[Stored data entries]
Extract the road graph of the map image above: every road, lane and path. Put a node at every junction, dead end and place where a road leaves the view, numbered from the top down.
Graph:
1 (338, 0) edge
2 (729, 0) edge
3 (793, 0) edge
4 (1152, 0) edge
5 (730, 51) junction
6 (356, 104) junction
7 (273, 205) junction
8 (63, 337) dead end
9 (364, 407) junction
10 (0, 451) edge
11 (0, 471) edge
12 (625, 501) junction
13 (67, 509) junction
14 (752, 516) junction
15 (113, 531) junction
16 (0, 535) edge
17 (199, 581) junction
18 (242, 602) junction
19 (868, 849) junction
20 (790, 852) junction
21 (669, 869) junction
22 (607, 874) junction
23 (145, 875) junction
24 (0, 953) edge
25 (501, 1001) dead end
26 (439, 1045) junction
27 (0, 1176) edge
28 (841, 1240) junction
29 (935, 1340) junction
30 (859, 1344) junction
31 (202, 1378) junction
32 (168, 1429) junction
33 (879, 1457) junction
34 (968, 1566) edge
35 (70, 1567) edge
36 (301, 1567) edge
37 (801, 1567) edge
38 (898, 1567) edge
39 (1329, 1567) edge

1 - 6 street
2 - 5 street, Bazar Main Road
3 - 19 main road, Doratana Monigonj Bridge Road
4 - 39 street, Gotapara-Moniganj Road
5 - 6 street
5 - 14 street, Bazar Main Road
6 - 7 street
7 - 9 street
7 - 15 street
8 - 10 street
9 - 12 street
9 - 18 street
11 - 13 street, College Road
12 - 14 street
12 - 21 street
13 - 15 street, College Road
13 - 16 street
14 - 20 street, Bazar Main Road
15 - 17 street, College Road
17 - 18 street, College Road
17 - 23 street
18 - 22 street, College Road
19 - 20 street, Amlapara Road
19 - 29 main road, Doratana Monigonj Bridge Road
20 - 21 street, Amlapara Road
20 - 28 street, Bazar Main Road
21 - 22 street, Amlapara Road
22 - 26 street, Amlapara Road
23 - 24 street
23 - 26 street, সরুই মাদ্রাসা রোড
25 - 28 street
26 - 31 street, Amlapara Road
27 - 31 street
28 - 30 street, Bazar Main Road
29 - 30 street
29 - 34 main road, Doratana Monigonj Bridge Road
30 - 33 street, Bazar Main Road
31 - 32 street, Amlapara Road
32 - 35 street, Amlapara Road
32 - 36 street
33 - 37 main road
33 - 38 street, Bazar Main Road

What is required: Reply with the number of lines in the preceding entries that contain "Bridge", and no other words.

Solution to the exercise: 3